**ACTIVITY:** Spot each line in the records below where the word "network" occurs, then copy it.

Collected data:
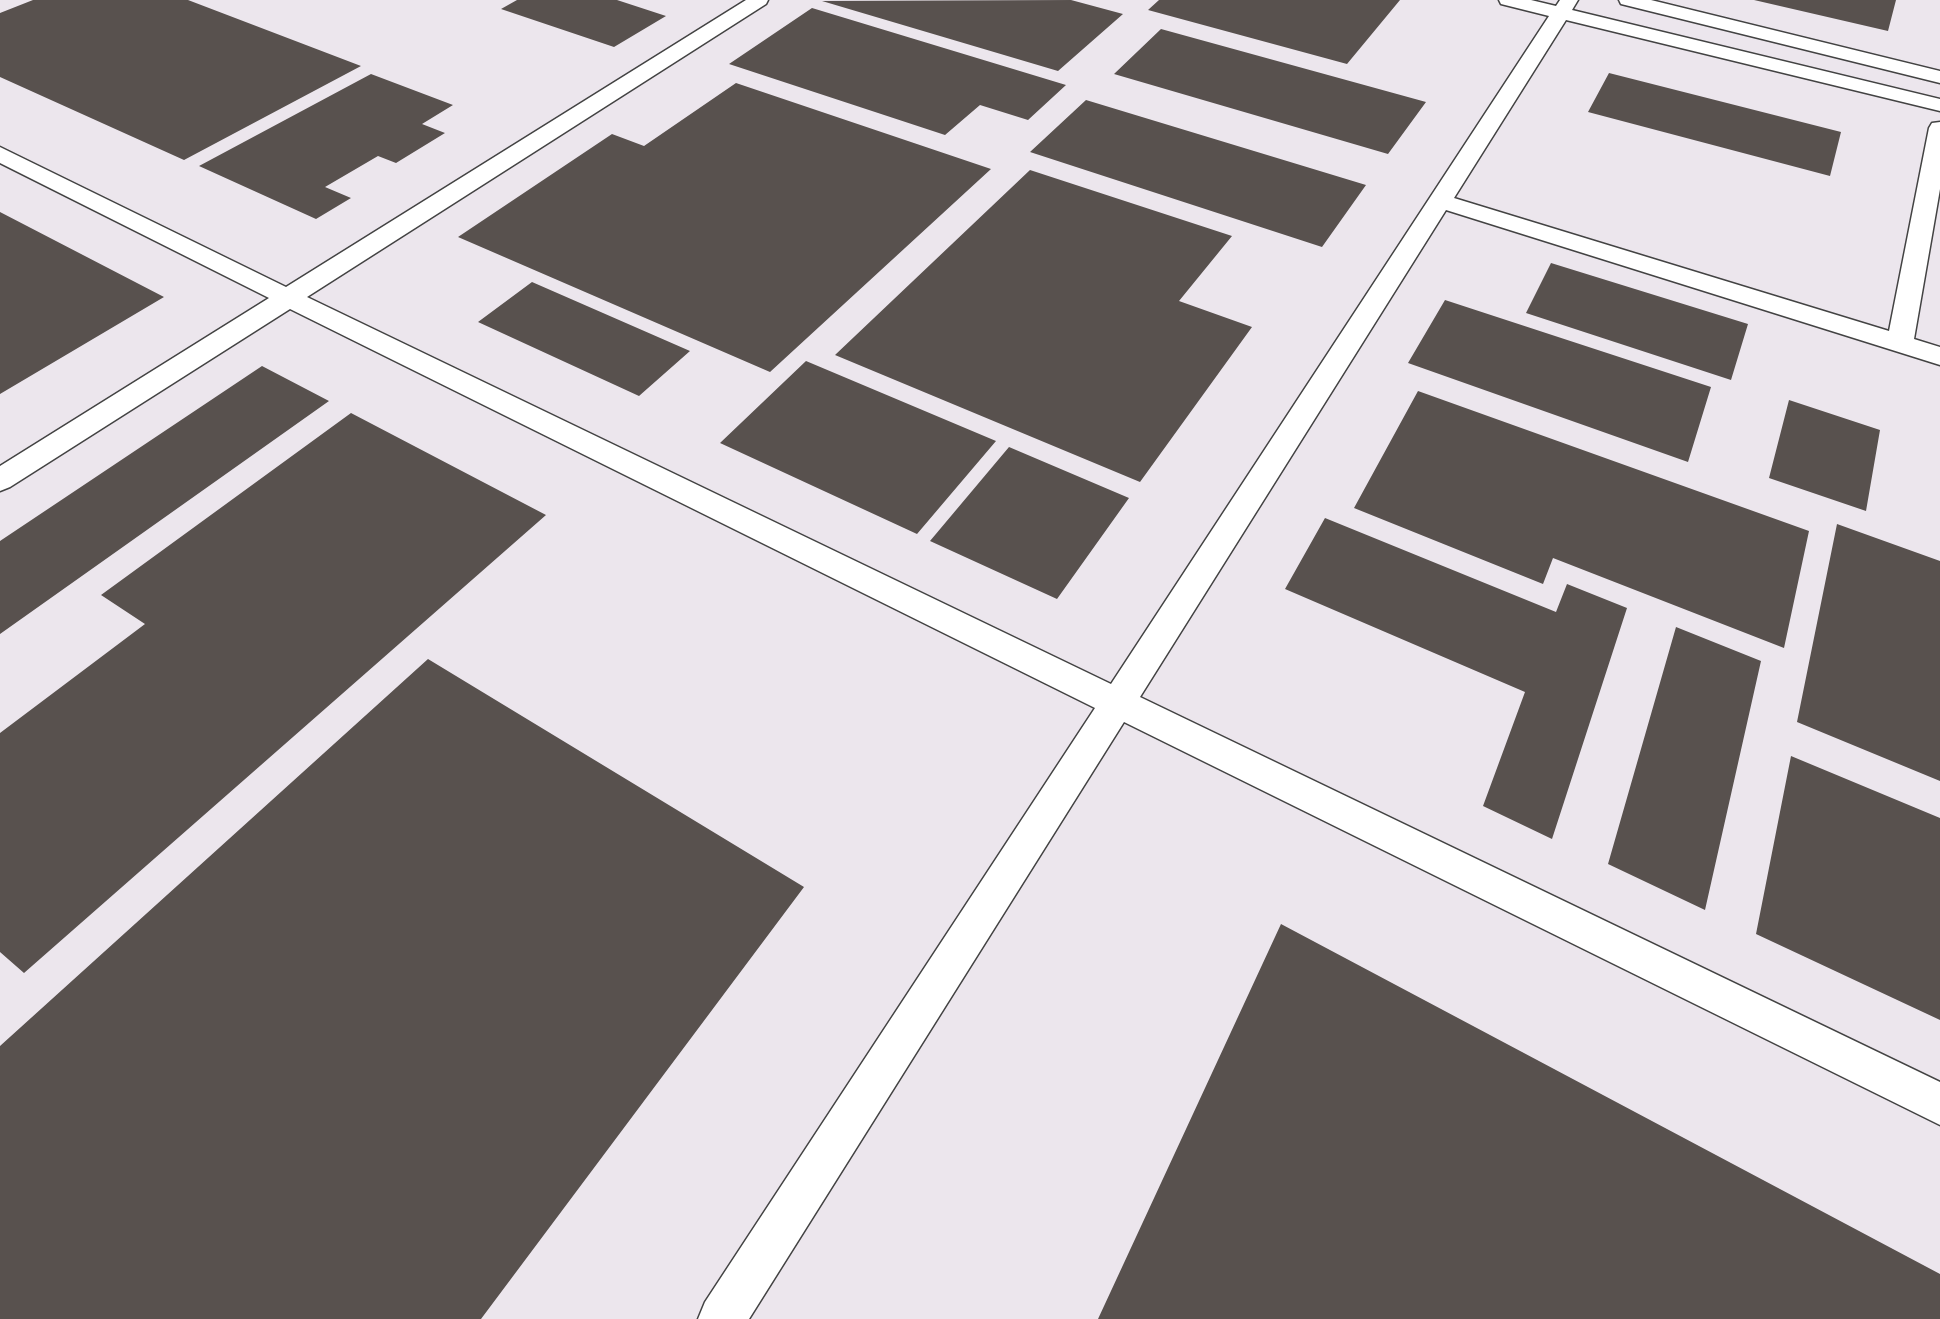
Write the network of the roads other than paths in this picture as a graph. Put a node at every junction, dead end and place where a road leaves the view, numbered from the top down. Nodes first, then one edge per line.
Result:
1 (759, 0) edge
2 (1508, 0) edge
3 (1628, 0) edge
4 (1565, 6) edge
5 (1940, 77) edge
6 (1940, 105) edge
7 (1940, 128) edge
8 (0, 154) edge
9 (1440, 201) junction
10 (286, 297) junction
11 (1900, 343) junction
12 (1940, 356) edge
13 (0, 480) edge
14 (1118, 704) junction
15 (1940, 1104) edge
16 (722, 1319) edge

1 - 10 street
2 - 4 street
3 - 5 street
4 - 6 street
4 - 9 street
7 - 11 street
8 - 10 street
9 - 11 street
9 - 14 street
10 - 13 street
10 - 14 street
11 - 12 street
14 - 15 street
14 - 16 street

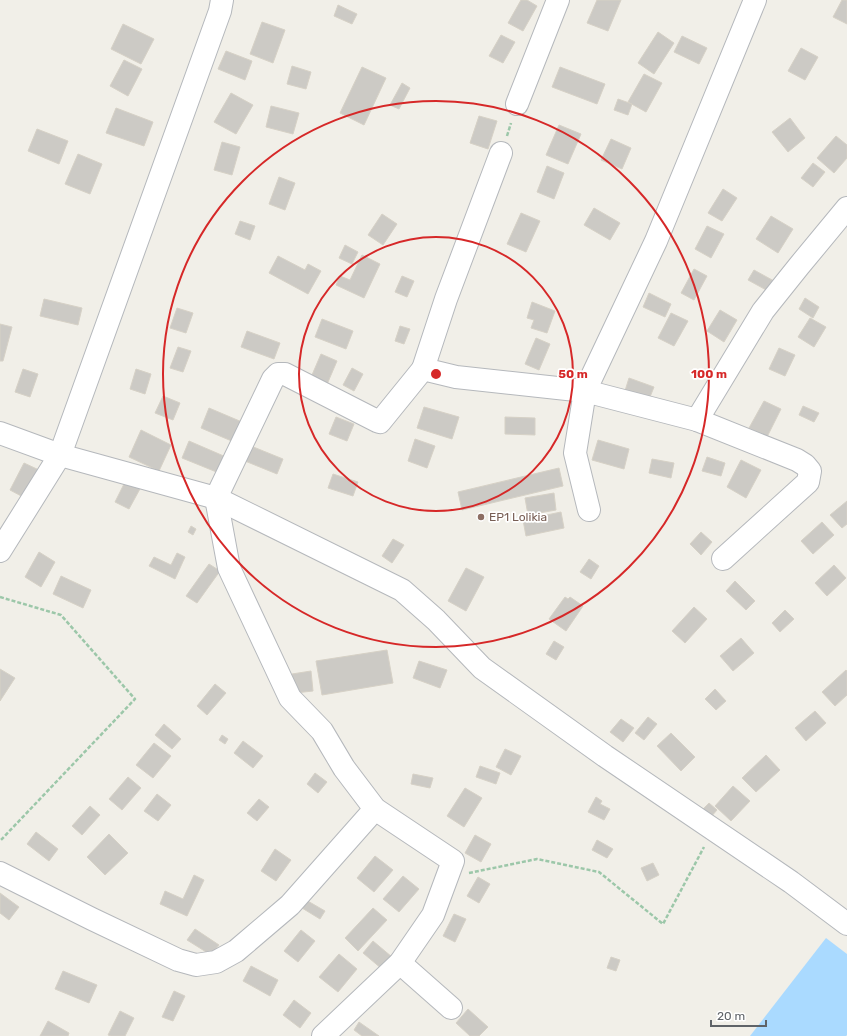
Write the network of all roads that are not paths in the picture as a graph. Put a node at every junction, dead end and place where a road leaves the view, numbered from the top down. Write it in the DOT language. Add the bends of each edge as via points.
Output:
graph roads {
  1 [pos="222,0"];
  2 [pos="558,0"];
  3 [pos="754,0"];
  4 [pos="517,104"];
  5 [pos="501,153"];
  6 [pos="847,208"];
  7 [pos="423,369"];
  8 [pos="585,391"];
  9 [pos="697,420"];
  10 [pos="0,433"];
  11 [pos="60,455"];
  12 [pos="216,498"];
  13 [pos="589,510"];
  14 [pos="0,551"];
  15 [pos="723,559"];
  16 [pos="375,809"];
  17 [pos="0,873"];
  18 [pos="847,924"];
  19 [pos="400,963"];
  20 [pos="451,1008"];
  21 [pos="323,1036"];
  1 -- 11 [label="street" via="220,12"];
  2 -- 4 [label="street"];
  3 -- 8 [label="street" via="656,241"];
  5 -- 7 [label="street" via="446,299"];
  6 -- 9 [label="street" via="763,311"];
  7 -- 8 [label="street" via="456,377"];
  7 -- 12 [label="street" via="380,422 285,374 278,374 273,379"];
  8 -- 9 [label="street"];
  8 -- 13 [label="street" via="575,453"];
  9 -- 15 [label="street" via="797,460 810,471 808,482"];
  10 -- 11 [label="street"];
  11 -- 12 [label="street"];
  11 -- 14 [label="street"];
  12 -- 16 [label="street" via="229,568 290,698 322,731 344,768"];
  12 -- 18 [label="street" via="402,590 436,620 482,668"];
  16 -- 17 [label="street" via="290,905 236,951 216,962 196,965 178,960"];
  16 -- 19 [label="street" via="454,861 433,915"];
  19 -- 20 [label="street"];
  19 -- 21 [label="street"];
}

**RESPONSE:**
Write the network of the roads other than paths in this picture as a graph. Put a node at every junction, dead end and place where a road leaves the view, numbered from the top down. Nodes first, then one edge per line.
Write the network of all roads that are not paths in the picture as a graph. Put a node at every junction, dead end and place where a road leaves the view, numbered from the top down. Write it in the DOT language. Add the bends of each edge as via points.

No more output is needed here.